Essence d’une sculpture

Le Tricéphale

ou L’Homme attendu !1

Memento judicari ! *

*Tu seras jugé !

Michel Le Net

Il y a deux mille ans, les Romains croient en de multiples dieux. Chacun règne sur un domaine particulier. Vénus est déesse de la beauté et de l’amour. Minerve, de la sagesse et de l’intelligence. Neptune, dieu de la mer et des océans… Parmi ces héros figure Janus, au premier rang de la hiérarchie religieuse romaine. Il est bifrons, c’est-à-dire qu’il a deux têtes. L’une regarde derrière lui, l’autre devant. Vers le passé, et vers l’avenir. Pour les Grecs qui le vénéraient aussi, il est le premier dieu, sorti du néant ou du tout, pour générer la civilisation. On le dit honnête et bon. Le pays est prospère. Son règne est l’âge d’or de l’époque. On ne manque de rien. Il est le Dieu-roi.

Dans des temps encore plus anciens, de l’ordre de trois mille ans, on voit apparaître des représentations de trifrons, ou tricéphales, soit des Janus à trois têtes. L’Antiquité s’inspire de l’idée, et lui donne une interprétation mythologique. Le modèle se retrouve en Inde et chez les Celtes. Il foisonne ces derniers siècles dans notre espace religieux.

À l’origine, les artistes le représentent en trois corps accolés. Puis en un seul corps à trois têtes. Il a deux yeux, aussi trois, mais le plus souvent quatre. On l’interprète différemment selon les périodes. De la simple sculpture ornementale, à une représentation voulue. Ainsi les Celtes – nos ancêtres –, expliquent sa trilogie par le sommeil, le rêve et l’éveil, reprenant les trois périodes de la cosmologie ancestrale : le ciel, l’air et la terre. On retrouve la symbolique du triskèle, de forte présence en Bretagne. Il signe le déroulé de la vie : le lever, le zénith et le coucher. Aussi, la fascination de nos anciens pour la nature, où l’arbre sacré nous appelle à vivre simultanément les trois composantes de la vie. Les racines nous lient au passé. Le tronc supporte le temps présent. Les branches s’élancent vers le ciel, en aspirent l’énergie, et façonnent son devenir. L’art imite la nature, qui est sa source originelle.

Aujourd’hui, revenant sur terre en quelque sorte, qu’en est-il ? L’humeur du temps remet l’allégorie d’actualité. Notre interprétation s’inscrit dans la recherche du dirigeant auquel on rêve : L’homme attendu ! au sens de l’identité humaine responsable. Celui que nous aimerions avoir à la tête du pays ou de la commune, dans notre imaginaire hors limites, comme chef d’entreprise, juge ou avocat, lors des difficultés de la vie. On reprend les attributs du pouvoir décliné en ses trois composantes : l’analyse, la synthèse, la projection. Le Passé enseigne. Le Présent instruit. Le Futur anticipe.

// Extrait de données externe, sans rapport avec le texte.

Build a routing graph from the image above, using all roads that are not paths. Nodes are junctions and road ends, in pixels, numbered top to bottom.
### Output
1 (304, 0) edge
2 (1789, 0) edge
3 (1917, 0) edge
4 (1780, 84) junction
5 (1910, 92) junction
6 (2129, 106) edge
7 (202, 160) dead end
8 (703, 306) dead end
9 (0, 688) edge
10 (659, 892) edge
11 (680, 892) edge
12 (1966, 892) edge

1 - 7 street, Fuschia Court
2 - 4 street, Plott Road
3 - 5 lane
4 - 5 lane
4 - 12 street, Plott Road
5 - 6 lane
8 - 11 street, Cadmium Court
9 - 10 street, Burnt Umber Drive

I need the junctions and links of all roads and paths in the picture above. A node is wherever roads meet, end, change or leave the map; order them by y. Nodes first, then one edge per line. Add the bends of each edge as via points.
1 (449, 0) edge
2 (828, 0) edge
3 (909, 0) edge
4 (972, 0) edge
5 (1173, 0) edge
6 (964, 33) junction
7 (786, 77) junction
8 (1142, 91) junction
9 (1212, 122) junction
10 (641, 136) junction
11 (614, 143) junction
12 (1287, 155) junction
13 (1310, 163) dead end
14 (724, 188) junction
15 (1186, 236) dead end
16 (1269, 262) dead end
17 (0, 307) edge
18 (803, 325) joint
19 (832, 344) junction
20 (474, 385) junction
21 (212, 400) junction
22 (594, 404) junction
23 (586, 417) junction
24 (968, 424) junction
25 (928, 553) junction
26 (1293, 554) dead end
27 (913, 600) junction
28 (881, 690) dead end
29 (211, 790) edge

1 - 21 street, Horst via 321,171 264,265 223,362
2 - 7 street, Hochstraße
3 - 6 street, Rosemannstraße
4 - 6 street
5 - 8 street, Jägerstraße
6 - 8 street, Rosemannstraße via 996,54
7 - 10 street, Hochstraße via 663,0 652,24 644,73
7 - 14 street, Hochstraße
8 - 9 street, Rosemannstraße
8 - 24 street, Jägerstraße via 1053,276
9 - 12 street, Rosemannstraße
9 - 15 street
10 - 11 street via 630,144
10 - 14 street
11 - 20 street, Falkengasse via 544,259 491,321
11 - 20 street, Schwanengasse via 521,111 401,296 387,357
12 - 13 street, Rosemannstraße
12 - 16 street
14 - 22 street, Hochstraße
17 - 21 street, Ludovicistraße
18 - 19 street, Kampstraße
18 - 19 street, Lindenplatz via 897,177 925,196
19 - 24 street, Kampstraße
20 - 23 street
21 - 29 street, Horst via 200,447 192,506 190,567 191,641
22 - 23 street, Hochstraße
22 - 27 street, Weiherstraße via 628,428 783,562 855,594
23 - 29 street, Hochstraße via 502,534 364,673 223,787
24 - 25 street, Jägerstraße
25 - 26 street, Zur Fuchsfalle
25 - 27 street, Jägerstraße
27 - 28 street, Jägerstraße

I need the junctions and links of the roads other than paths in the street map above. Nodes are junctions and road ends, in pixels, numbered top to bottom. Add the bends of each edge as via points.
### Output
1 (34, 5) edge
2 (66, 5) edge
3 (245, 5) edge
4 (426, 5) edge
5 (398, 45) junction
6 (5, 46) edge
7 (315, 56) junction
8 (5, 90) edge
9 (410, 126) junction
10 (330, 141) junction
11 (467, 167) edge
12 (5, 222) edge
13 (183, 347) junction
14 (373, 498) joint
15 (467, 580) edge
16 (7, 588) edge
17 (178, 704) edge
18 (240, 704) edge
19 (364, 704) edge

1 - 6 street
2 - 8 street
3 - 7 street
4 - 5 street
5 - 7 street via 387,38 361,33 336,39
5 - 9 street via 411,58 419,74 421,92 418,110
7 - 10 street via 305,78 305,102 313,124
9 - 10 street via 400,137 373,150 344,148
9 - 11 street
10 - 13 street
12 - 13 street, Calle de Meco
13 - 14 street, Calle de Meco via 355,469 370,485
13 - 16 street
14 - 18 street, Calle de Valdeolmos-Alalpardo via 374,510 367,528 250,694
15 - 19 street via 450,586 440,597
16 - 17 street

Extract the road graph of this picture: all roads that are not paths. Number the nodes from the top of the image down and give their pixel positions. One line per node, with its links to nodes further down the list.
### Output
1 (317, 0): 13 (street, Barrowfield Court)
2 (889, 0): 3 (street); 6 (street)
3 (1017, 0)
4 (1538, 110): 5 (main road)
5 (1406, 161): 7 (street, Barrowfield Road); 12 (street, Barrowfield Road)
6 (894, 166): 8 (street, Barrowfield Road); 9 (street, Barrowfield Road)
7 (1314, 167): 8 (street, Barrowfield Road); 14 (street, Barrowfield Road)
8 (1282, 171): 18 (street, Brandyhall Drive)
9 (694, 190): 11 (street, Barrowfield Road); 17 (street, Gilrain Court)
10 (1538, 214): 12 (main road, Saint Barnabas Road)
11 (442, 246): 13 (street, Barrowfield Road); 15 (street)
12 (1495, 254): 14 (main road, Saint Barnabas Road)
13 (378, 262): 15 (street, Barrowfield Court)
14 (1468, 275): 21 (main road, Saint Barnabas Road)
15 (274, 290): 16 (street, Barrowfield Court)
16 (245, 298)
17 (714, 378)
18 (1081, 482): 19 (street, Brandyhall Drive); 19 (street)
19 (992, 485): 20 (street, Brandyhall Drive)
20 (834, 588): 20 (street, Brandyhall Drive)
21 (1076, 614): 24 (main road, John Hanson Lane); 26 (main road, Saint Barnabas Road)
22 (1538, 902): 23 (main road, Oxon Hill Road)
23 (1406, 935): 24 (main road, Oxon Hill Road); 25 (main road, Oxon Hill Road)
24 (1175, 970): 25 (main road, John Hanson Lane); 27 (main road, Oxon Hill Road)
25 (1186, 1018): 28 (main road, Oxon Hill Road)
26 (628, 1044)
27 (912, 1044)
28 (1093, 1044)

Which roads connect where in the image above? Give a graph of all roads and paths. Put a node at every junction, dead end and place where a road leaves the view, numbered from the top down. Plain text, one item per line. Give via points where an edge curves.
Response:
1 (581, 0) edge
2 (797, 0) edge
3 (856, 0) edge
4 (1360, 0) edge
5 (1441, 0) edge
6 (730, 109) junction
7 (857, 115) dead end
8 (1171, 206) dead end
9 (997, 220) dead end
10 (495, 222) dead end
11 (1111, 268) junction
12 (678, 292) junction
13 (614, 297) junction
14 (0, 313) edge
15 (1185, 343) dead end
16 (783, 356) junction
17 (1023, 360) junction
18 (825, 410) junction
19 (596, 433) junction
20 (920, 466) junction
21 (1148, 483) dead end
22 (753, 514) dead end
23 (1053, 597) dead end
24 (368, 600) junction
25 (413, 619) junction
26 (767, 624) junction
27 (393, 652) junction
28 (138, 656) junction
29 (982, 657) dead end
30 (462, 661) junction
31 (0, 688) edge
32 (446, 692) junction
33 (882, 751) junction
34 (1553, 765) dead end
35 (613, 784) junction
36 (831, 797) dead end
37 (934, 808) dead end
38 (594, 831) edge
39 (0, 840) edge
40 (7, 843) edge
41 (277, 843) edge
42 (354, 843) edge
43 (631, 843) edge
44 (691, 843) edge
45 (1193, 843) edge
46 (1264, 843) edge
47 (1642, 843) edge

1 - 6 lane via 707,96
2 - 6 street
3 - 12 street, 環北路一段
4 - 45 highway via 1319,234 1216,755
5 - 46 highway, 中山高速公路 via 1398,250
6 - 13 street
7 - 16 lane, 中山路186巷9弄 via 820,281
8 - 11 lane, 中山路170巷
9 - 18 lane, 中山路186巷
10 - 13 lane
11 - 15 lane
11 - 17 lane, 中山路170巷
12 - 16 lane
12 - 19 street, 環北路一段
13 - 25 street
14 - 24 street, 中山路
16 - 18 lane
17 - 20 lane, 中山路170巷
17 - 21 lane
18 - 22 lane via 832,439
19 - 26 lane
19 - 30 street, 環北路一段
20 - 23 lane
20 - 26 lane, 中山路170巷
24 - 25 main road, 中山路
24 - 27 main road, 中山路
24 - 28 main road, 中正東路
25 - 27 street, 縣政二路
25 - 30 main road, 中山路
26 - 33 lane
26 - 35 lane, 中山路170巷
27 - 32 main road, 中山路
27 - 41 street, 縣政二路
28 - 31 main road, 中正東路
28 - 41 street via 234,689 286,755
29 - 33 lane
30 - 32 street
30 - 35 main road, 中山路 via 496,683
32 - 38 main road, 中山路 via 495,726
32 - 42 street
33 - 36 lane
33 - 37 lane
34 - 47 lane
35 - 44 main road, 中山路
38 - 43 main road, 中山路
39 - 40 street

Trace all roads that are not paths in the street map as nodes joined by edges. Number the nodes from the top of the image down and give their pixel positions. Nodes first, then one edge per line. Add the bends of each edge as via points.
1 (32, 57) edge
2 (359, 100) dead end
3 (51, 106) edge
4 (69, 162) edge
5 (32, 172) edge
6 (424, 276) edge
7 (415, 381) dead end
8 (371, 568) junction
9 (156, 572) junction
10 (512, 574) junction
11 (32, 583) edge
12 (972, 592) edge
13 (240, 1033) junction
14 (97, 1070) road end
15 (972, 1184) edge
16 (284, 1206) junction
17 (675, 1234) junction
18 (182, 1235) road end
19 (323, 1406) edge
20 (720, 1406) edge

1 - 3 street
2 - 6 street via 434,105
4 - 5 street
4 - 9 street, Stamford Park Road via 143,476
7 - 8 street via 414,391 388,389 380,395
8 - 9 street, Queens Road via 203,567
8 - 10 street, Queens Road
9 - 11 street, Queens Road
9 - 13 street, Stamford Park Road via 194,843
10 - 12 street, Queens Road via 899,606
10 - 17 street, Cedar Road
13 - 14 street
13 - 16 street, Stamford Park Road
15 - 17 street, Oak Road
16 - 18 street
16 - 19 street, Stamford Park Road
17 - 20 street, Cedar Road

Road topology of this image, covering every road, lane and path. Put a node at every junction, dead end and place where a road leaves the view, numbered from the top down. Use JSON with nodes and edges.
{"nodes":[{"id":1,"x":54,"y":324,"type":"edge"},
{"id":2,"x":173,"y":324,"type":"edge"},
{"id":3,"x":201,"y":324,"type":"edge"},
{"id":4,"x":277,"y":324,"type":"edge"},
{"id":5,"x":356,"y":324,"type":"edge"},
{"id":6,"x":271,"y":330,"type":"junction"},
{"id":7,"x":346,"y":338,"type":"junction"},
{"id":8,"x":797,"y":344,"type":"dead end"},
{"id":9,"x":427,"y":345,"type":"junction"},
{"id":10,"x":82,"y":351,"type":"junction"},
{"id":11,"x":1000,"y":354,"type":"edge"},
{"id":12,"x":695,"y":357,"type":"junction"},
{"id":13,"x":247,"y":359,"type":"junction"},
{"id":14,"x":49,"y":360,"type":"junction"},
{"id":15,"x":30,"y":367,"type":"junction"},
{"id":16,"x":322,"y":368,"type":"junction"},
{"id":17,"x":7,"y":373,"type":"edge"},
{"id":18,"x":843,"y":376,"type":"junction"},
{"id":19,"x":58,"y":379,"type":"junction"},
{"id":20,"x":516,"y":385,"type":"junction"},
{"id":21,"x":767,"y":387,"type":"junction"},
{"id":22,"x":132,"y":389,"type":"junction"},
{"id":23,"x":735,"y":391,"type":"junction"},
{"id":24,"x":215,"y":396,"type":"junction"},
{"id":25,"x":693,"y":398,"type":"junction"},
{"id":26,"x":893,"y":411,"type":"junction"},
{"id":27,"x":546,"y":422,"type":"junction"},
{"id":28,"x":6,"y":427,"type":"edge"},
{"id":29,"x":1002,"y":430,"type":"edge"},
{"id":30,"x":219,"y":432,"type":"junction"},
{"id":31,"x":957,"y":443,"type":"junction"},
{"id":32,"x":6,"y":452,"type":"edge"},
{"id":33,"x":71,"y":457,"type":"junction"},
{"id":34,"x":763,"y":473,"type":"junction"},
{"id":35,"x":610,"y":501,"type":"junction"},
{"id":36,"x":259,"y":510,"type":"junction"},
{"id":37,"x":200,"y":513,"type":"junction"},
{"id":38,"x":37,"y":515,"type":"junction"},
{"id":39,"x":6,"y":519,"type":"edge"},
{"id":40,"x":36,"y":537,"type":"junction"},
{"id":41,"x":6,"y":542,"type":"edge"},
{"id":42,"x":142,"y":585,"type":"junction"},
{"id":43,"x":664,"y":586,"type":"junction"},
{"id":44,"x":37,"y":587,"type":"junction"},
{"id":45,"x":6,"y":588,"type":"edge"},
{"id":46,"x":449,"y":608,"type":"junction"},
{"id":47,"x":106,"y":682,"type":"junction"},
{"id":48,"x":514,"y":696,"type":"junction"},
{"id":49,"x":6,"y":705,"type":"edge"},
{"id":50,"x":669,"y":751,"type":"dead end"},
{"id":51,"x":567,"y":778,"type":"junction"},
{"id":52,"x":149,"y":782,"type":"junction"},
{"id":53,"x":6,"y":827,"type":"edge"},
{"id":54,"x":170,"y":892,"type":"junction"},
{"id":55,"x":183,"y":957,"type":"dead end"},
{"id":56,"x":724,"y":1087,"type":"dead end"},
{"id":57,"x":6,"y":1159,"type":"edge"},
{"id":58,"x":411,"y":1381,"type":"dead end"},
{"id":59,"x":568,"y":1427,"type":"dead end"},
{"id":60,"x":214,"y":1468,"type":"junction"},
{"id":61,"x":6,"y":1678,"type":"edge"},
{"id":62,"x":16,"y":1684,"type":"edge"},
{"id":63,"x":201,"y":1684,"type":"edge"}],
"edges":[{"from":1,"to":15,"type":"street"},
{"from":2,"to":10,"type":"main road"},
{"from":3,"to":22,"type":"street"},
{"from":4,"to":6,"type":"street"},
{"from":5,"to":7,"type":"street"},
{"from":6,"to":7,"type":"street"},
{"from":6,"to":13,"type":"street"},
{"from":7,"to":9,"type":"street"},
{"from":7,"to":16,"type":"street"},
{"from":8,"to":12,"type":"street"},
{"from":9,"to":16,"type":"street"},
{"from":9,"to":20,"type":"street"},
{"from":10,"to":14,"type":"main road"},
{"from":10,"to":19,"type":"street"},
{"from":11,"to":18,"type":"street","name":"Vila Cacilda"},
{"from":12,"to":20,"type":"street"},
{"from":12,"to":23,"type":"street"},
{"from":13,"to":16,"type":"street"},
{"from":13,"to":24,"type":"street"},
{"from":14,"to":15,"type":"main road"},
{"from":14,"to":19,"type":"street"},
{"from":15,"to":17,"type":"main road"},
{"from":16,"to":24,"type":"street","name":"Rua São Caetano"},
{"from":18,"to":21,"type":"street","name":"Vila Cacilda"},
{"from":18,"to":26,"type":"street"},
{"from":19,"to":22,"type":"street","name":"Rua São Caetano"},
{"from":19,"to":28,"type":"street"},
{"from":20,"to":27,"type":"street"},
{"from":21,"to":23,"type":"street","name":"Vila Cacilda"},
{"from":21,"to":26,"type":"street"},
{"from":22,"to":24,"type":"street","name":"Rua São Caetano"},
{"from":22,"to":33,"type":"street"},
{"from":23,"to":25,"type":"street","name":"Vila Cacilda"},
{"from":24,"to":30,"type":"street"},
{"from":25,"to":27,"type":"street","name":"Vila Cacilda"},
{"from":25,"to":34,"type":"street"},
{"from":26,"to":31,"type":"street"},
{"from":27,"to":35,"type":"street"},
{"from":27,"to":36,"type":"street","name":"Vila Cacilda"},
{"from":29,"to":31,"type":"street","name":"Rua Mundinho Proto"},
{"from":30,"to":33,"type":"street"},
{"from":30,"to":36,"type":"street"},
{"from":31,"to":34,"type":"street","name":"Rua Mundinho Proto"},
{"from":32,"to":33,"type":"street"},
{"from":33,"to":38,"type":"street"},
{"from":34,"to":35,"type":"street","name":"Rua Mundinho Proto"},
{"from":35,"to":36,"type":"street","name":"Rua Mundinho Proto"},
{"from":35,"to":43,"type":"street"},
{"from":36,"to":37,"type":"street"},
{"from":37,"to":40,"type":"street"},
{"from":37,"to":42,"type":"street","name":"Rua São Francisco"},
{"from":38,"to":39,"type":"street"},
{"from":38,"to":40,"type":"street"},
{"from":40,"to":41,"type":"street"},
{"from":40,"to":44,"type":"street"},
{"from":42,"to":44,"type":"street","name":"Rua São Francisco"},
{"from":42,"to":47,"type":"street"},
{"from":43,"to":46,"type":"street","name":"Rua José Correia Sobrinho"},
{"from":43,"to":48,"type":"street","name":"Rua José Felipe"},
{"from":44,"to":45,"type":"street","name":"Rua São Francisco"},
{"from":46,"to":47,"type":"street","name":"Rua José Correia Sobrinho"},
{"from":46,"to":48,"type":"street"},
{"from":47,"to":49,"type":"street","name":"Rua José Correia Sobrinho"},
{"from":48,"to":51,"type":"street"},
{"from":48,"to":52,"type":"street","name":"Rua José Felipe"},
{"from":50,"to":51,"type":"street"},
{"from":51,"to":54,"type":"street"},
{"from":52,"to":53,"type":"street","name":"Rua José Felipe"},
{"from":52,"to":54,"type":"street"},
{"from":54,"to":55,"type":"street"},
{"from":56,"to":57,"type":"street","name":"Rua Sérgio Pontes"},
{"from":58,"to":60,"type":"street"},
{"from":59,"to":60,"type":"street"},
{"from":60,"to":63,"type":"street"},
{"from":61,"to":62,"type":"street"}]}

Notre référent a sous les yeux un « miroir de sagesse » qui l’interroge à tout moment sur le bien-fondé de ses décisions. Pour Socrate, Épictète… pour les plus grands esprits que notre monde ait jamais connus, toute vie doit être soumise à un examen permanent : Memento judicari ! * Suivant le principe analogique vincinien, l’acteur devient disciple de l’expérience. Il cherche à comprendre le monde avant d’agir. Il interprète le passé au mode présent. L’un et l’autre s’interpénètrent en une congruence de synthèse. Puis il anticipe les évènements à venir. Visionnaire, il projette son dessein vers le futur. Quand il accède au pouvoir, un buste tricéphale lui est offert. La science est cachée sous l’art. On admire l’œuvre pédagogique, autant qu’elle nous émeut. Comme Michel-Ange avait comme espérance d’atteindre la vérité par la beauté, nous faisons nôtre la même mission. « Pour moi, c’est le Bien qui est Beau, et c’est le Beau que l’on aime ! », affirme Aspasie du temps de Périclès. Rien n’a changé depuis deux millénaires et demi. L’heureux récipiendaire atteint un « π » (plafond d’intelligence) maximal, suivant l’échelle de compétence des décideurs. Mais, bien sûr, l’attention peut généreusement être offerte à chacun d’entre nous, acteurs en quelque domaine que ce soit d’une parcelle de la responsabilité universelle.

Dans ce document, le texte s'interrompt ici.